> PROBLEM TO WORK ON
As the answer, give every line of the records that includes the word "Scott".

> DATA FOR THIS EXERCISE
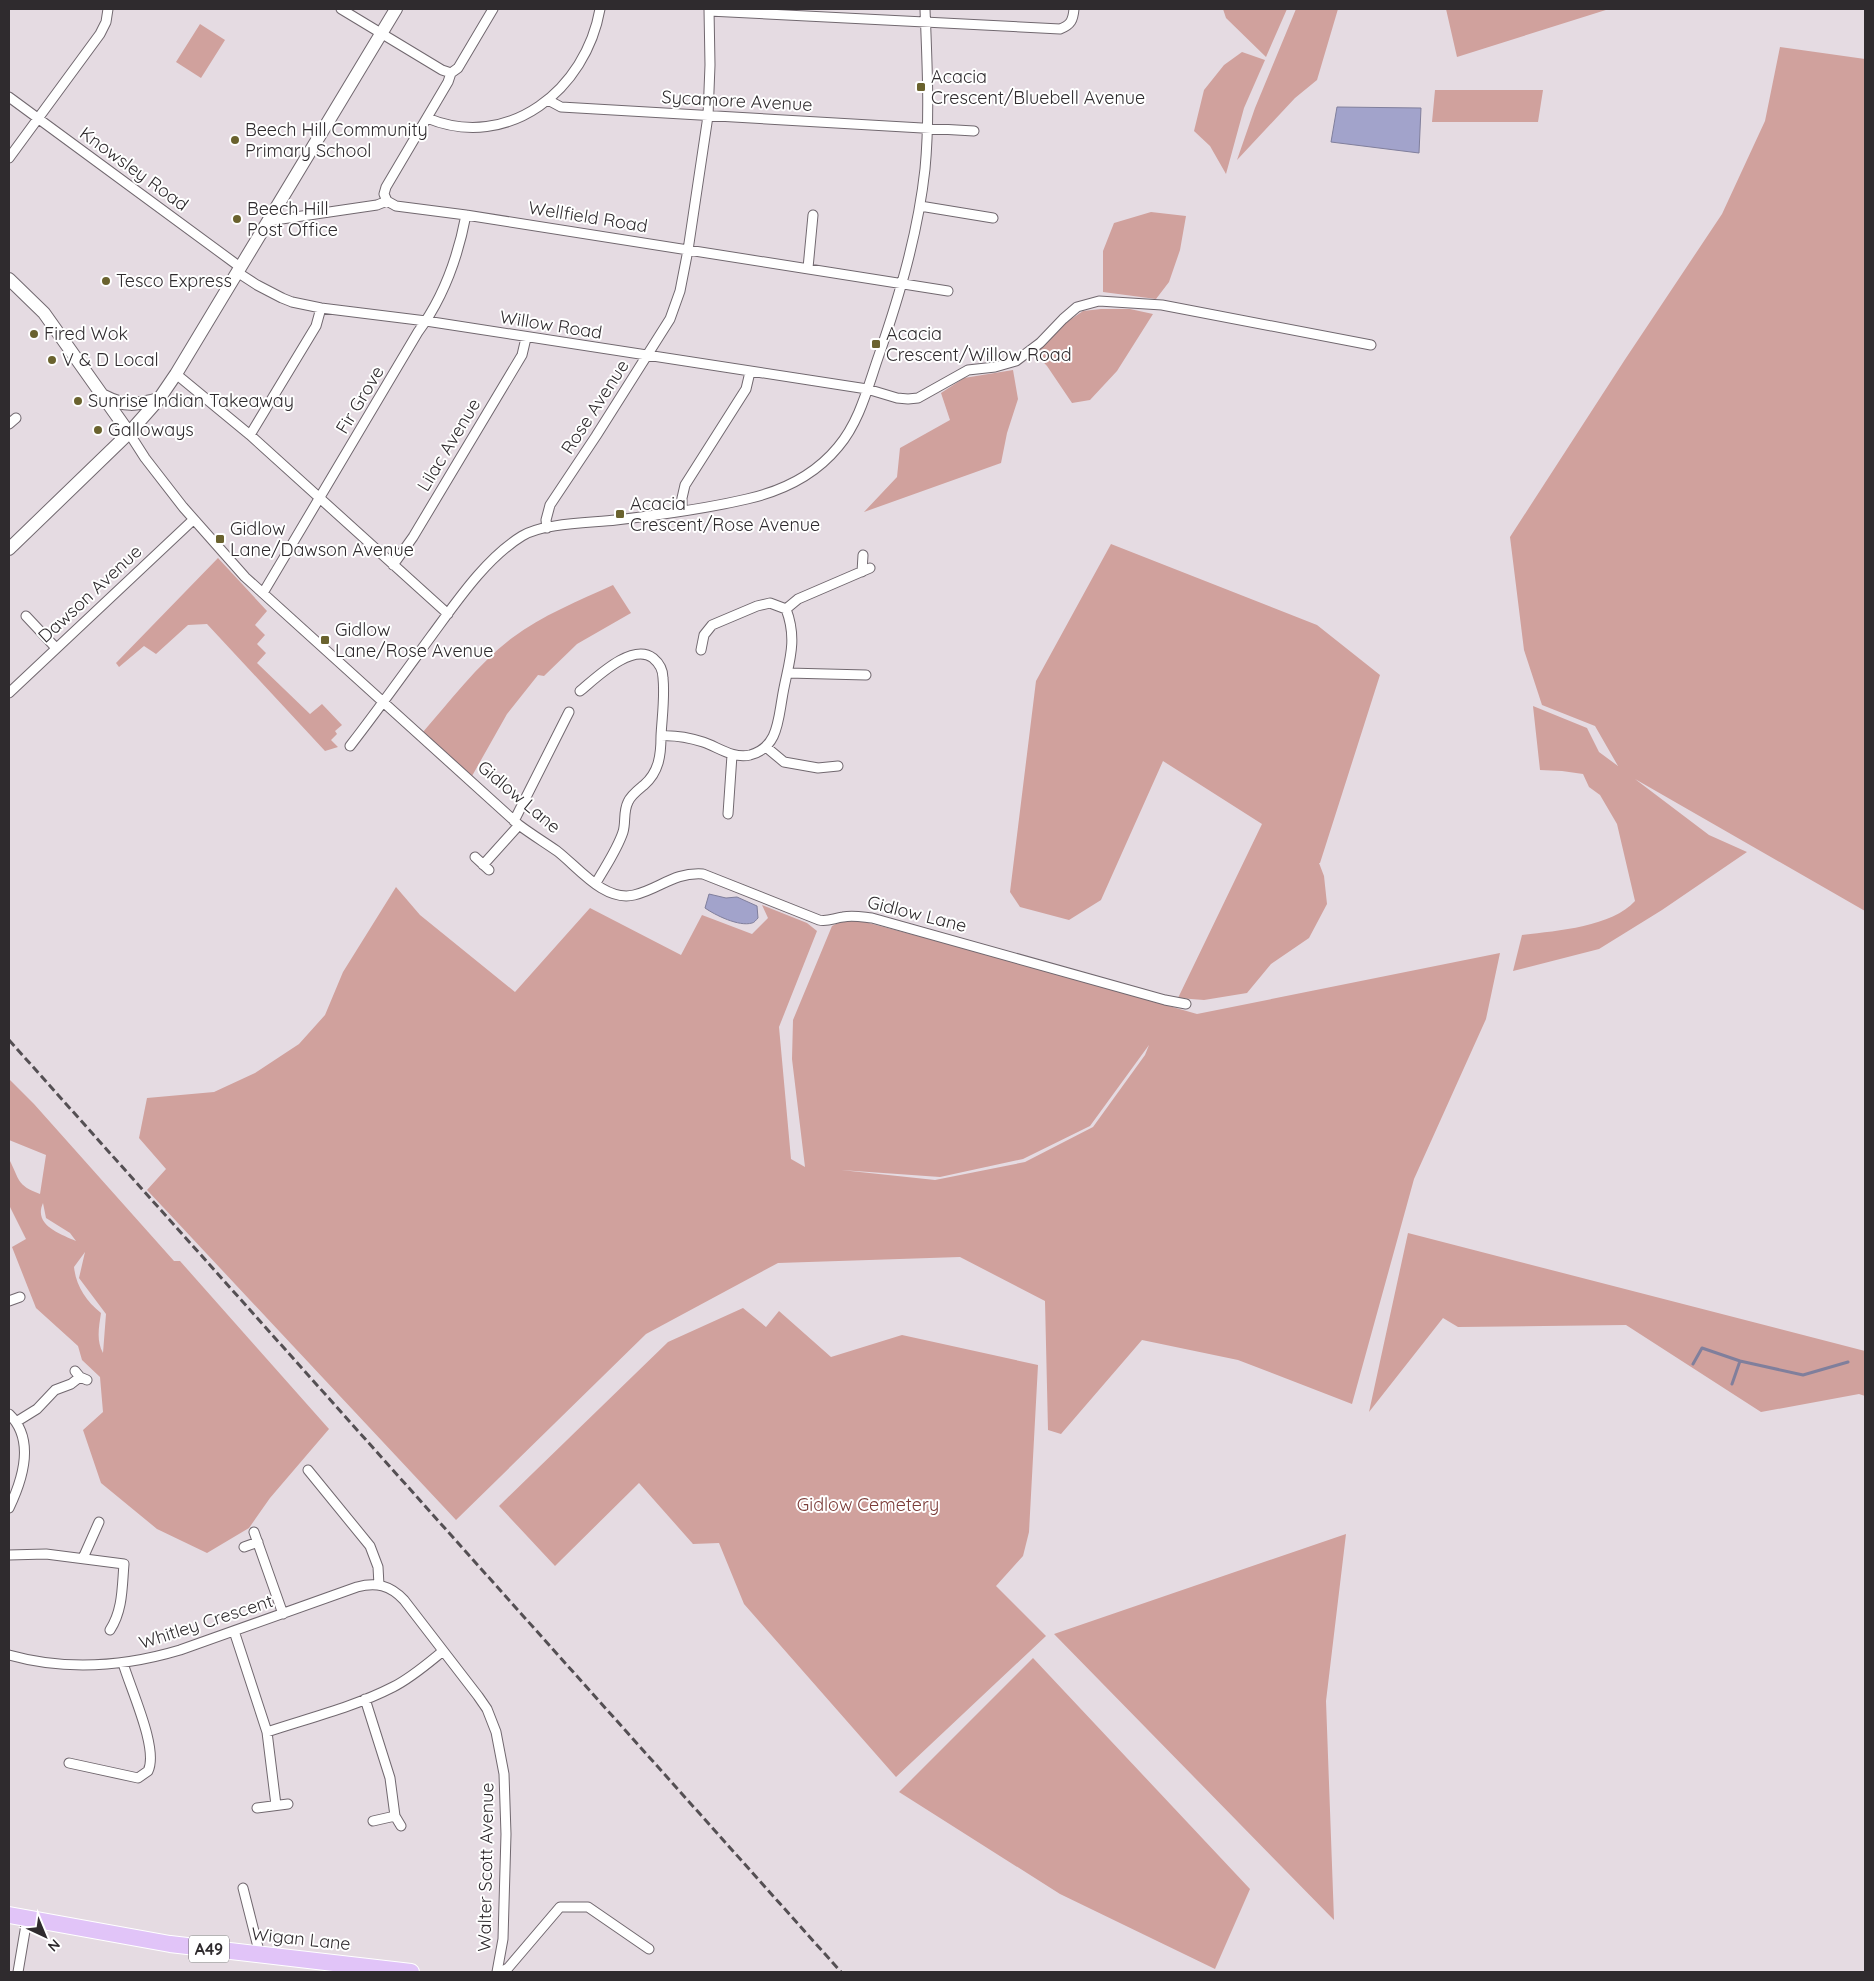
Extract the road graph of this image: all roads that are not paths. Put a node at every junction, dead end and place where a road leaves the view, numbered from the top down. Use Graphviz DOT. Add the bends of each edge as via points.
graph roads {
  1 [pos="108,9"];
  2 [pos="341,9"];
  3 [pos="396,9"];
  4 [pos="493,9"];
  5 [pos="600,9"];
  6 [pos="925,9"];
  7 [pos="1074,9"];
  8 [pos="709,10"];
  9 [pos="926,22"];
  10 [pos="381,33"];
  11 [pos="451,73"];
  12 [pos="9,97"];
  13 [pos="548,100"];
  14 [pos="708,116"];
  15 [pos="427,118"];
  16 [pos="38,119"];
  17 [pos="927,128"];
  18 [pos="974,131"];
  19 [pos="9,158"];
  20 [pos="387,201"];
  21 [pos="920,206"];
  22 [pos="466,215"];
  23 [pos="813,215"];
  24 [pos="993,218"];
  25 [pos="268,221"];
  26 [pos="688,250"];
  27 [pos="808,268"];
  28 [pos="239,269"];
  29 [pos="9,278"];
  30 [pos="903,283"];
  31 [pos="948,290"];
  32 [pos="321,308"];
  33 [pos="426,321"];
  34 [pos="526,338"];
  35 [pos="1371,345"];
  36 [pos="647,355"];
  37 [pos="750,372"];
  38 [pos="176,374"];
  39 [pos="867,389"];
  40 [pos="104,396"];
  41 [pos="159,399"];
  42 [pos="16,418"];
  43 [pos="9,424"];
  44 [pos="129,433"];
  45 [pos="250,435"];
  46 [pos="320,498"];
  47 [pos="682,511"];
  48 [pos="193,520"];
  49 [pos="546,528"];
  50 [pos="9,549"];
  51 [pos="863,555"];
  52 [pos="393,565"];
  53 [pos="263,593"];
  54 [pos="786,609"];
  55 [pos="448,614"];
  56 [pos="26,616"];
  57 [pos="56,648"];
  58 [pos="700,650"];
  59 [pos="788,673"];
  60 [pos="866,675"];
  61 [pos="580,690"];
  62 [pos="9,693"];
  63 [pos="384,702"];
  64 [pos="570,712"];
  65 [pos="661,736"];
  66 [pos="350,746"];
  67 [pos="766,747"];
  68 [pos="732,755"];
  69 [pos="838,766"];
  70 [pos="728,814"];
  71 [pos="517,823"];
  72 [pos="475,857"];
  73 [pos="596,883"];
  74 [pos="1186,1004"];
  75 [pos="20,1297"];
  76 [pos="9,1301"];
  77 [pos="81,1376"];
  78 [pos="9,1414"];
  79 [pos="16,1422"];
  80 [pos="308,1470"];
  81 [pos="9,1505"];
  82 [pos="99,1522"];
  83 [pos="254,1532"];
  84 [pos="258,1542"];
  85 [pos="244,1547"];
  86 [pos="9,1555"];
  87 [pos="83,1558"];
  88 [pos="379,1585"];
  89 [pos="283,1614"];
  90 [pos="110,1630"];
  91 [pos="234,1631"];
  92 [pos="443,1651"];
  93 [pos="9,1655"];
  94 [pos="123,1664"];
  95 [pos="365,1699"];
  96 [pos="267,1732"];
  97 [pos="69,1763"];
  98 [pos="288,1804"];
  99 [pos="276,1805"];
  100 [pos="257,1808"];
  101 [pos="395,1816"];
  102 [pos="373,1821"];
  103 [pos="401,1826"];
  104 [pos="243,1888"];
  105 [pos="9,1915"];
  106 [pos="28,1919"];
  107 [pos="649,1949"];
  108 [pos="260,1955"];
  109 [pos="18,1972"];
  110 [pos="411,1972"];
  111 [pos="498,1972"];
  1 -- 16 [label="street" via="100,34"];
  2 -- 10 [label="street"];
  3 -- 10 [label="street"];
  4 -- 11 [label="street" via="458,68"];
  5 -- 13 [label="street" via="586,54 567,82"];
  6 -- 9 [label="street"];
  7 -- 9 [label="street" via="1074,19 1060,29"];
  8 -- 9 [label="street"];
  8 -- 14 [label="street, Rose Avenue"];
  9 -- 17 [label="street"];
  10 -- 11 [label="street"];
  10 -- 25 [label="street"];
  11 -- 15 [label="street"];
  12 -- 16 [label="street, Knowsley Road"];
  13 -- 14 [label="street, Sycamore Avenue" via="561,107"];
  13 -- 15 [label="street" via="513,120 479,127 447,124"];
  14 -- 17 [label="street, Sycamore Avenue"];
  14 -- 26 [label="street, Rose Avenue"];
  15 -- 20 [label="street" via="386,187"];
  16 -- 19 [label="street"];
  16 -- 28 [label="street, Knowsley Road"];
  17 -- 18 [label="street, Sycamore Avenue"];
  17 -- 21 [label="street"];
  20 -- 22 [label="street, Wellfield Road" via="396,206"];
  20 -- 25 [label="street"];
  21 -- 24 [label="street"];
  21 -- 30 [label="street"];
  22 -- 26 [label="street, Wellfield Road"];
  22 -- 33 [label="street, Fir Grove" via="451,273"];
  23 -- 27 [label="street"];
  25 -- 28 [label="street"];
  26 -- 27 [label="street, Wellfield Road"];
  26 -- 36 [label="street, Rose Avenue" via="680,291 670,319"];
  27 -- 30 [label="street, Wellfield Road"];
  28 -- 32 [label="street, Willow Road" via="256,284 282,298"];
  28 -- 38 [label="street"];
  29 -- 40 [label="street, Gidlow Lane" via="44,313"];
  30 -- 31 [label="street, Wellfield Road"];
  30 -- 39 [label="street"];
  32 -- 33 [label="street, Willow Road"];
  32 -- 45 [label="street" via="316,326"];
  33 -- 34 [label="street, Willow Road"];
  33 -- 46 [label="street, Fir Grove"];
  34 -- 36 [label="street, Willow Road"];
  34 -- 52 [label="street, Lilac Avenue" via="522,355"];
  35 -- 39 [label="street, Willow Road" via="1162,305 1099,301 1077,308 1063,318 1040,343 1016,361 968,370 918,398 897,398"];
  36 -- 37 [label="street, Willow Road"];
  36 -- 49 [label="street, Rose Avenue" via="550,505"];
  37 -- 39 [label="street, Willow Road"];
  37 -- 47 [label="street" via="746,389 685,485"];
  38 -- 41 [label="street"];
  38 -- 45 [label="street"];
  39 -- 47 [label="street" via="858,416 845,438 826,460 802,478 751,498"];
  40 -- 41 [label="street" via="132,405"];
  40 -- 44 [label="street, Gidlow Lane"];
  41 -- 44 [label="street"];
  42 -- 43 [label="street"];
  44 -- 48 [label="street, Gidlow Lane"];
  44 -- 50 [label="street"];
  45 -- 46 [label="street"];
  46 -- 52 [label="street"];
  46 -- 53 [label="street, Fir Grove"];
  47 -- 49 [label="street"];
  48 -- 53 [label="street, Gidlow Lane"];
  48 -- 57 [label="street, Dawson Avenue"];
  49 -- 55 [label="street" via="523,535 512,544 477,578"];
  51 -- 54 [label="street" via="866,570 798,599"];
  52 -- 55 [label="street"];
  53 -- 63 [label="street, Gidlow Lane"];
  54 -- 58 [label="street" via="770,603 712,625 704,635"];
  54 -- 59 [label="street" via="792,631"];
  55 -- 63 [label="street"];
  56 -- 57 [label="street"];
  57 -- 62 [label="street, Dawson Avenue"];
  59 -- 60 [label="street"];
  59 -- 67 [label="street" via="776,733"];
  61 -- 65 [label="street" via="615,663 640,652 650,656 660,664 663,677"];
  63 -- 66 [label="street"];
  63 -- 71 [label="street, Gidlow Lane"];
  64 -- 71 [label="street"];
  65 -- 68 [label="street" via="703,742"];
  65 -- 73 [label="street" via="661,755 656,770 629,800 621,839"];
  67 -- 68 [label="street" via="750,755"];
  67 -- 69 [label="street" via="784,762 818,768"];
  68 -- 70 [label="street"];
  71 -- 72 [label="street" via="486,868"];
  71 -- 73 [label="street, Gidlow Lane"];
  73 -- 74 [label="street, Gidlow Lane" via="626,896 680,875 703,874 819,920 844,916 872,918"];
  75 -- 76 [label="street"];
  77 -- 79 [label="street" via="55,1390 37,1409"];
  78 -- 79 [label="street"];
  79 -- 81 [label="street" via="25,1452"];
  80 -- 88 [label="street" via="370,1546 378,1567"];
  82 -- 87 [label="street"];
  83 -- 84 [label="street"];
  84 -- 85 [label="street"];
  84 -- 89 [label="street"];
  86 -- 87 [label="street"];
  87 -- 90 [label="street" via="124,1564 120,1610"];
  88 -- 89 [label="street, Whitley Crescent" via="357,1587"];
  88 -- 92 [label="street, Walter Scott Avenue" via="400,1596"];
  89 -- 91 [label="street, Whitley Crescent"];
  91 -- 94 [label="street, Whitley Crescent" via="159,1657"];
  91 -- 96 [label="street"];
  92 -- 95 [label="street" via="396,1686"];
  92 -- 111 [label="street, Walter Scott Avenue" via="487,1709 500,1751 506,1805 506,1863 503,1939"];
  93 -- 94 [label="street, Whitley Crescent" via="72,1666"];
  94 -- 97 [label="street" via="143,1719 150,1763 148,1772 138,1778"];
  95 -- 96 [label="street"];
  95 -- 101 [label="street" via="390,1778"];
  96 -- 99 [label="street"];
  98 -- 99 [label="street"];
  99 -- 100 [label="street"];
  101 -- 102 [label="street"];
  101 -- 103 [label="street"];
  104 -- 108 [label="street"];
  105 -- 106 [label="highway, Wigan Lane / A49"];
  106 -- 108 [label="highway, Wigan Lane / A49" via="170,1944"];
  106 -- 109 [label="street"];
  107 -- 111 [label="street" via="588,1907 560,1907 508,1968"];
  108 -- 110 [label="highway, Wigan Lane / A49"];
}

> WRITTEN ANSWER
  88 -- 92 [label="street, Walter Scott Avenue" via="400,1596"];
  92 -- 111 [label="street, Walter Scott Avenue" via="487,1709 500,1751 506,1805 506,1863 503,1939"];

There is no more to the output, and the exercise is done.